- RECORDED DATA:
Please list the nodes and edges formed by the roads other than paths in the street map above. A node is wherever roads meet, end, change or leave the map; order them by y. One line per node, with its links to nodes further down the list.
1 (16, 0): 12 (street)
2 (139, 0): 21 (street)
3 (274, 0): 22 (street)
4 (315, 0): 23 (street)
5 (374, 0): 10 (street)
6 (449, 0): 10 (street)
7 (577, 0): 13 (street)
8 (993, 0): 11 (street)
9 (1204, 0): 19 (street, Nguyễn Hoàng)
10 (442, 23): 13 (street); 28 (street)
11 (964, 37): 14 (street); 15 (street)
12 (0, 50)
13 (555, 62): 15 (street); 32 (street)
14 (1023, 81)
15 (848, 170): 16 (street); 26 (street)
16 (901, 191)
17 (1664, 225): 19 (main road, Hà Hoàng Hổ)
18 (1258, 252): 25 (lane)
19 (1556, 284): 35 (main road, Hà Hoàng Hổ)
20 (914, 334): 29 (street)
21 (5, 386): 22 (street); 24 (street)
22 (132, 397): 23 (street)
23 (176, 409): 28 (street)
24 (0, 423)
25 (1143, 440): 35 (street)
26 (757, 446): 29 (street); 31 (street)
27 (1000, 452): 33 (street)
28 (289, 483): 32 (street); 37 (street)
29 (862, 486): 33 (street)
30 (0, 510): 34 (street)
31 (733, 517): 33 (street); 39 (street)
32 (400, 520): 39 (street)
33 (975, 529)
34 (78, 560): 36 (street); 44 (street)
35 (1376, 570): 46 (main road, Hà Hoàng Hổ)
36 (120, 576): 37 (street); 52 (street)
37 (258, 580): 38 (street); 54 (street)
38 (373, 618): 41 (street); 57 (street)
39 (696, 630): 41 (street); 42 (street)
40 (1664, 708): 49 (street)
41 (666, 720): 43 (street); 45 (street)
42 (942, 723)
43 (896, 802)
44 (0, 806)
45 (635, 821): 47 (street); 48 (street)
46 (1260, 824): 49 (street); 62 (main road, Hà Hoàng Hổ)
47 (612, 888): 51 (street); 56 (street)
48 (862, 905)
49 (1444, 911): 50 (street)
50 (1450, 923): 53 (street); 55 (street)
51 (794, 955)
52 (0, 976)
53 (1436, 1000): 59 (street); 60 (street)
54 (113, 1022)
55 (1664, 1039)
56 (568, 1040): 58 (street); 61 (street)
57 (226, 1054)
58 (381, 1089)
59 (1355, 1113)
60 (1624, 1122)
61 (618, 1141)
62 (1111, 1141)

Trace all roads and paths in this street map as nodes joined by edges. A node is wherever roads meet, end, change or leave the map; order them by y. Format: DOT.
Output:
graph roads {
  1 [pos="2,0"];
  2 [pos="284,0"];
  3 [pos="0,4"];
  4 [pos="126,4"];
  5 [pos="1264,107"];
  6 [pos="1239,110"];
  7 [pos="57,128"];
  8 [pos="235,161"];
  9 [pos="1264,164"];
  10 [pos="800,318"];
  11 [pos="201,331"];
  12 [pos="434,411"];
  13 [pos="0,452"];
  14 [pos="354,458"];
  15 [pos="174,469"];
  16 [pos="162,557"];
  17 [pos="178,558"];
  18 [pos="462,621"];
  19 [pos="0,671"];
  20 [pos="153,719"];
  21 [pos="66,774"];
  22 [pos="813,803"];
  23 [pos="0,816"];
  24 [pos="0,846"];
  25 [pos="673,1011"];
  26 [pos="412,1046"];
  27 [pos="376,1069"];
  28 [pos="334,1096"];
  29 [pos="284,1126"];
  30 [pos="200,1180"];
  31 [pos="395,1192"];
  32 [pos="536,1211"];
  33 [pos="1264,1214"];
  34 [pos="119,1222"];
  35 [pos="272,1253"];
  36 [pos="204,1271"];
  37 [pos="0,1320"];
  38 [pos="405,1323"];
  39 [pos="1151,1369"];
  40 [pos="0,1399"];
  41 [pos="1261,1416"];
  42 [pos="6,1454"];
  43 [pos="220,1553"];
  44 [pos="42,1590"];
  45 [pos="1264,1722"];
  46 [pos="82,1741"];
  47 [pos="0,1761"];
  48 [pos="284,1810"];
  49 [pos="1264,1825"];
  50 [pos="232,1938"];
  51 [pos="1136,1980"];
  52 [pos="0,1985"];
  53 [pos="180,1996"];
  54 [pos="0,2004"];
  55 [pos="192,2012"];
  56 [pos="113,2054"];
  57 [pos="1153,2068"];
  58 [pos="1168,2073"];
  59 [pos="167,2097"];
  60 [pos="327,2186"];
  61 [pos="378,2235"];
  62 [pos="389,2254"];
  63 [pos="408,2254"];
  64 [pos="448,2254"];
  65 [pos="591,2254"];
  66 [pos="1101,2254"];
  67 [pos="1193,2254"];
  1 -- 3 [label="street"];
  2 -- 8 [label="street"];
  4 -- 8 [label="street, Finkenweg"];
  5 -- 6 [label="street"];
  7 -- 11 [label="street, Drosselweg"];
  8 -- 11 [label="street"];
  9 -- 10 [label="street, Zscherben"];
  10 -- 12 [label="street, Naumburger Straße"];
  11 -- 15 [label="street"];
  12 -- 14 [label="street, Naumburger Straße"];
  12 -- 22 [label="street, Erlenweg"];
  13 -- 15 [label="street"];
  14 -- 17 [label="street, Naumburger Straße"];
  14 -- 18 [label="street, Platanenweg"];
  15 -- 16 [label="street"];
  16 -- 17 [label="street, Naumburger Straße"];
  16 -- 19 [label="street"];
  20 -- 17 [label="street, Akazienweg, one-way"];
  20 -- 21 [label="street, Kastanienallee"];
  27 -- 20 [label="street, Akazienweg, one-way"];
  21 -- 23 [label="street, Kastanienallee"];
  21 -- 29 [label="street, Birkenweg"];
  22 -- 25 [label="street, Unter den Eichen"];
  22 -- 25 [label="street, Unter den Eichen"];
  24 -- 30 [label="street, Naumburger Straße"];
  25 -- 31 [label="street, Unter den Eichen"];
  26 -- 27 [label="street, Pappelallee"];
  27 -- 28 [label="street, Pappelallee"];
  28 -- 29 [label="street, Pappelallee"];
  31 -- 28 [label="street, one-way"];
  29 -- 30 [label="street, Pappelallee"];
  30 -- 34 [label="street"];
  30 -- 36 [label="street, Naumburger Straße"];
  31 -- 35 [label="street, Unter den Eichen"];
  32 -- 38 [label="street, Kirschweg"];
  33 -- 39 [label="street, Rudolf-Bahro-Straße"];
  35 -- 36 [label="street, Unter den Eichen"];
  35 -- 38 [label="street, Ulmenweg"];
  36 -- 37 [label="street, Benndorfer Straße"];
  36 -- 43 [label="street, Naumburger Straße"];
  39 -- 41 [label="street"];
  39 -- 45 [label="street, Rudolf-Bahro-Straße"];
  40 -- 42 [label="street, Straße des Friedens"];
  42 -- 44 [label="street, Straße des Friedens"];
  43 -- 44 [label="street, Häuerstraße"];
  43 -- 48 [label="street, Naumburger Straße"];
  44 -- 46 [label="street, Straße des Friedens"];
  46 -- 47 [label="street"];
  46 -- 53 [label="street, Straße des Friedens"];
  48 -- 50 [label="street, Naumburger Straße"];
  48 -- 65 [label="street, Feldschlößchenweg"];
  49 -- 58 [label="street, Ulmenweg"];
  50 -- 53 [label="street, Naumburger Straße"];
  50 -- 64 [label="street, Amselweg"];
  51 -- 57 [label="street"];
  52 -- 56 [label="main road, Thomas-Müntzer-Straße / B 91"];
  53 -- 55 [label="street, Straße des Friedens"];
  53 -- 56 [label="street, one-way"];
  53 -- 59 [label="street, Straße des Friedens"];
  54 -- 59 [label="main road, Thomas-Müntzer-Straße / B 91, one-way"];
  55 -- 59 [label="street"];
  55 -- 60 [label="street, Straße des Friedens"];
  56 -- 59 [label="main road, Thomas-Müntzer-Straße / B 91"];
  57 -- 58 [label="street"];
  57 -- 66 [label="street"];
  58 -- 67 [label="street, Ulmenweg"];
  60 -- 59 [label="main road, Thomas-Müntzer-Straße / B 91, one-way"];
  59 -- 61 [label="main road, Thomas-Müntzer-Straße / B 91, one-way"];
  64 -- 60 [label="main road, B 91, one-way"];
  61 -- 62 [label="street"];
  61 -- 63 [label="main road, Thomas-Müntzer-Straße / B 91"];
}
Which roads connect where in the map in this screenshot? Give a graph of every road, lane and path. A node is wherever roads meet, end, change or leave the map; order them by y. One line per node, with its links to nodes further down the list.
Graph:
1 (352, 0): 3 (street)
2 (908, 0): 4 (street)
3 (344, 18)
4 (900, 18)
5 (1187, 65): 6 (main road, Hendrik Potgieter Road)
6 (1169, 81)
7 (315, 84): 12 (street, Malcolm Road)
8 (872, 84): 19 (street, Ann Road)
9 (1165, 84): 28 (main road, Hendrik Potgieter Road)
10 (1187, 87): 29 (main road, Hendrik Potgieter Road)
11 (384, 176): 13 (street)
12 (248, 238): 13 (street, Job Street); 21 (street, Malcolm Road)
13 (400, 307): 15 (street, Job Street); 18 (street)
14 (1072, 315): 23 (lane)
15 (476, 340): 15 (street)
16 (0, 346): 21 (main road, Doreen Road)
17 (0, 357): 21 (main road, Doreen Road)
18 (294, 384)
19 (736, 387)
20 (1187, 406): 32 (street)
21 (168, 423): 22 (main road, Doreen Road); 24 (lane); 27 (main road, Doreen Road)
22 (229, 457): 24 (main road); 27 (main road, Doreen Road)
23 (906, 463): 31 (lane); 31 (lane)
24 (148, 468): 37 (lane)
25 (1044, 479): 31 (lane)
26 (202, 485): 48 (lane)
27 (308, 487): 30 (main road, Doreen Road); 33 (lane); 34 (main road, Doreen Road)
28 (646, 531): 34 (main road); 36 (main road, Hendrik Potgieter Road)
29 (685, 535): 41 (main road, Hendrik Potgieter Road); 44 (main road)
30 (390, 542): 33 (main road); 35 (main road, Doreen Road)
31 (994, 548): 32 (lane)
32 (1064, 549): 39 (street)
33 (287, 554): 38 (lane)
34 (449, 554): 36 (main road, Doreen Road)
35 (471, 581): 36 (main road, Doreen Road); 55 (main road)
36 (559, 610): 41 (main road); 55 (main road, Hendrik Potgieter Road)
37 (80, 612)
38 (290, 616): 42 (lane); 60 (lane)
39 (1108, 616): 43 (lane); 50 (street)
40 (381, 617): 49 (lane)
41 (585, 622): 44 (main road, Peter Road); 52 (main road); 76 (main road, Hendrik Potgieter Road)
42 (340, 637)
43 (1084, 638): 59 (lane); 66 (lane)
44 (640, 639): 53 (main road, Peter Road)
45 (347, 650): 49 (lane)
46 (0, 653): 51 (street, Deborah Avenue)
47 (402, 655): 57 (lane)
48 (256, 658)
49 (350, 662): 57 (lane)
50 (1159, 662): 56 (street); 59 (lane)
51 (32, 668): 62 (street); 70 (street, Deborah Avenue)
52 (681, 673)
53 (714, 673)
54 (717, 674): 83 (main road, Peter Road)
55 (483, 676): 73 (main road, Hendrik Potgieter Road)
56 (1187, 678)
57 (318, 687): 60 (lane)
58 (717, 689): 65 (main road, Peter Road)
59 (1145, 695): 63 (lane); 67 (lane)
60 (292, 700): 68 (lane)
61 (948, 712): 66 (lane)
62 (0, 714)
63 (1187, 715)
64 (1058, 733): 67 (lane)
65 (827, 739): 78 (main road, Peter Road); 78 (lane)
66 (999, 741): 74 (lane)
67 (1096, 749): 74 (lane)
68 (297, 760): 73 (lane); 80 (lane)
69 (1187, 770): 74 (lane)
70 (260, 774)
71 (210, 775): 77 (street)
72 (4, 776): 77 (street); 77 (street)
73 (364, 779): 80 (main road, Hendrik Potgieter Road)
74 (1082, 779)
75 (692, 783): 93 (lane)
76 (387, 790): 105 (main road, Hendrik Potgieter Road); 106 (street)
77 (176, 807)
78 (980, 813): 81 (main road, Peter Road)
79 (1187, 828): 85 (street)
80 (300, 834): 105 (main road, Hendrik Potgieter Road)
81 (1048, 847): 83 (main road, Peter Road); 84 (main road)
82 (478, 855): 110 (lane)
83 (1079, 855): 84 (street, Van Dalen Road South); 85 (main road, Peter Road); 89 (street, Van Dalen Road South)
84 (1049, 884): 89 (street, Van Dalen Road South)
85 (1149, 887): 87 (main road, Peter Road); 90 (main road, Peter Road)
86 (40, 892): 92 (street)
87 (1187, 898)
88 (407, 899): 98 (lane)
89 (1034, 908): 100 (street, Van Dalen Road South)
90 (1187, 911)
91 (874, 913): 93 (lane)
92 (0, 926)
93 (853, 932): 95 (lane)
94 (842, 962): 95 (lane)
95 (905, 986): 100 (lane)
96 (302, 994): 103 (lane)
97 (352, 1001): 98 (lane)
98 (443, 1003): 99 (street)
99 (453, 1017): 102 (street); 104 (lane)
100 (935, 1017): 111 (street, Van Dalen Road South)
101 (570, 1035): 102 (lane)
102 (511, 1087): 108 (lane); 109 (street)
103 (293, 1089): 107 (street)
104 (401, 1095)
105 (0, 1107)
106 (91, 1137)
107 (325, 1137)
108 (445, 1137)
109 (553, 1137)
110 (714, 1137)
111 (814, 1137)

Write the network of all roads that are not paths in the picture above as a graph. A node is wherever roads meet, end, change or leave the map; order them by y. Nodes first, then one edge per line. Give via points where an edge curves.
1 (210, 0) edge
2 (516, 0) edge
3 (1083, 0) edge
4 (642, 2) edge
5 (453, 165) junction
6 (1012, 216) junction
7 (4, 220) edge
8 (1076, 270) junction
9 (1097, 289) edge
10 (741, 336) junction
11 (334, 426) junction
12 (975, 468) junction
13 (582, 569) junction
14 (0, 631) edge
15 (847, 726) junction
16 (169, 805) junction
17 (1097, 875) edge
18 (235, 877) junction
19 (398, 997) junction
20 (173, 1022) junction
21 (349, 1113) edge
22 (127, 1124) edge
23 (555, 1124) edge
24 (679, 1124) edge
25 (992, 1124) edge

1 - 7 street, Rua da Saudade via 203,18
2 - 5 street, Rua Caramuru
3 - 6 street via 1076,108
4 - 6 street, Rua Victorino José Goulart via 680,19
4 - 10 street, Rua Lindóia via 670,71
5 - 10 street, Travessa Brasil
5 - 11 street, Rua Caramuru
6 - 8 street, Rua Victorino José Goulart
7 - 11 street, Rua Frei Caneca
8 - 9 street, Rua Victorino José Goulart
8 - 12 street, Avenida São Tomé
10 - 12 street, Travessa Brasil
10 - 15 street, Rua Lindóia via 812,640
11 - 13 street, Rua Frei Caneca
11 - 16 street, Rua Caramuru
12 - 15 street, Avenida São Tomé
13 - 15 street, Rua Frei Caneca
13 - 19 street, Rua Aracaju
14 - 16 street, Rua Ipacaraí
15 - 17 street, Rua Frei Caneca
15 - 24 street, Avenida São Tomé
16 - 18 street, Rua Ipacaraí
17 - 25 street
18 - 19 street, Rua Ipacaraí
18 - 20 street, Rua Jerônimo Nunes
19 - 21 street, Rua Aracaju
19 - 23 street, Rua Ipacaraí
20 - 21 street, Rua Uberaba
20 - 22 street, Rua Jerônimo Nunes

- DESCRIPTION OF THE TASK:
Look through the data above and return each line where the string "Ipacaraí" occurs.

- ANSWER BELOW:
14 - 16 street, Rua Ipacaraí
16 - 18 street, Rua Ipacaraí
18 - 19 street, Rua Ipacaraí
19 - 23 street, Rua Ipacaraí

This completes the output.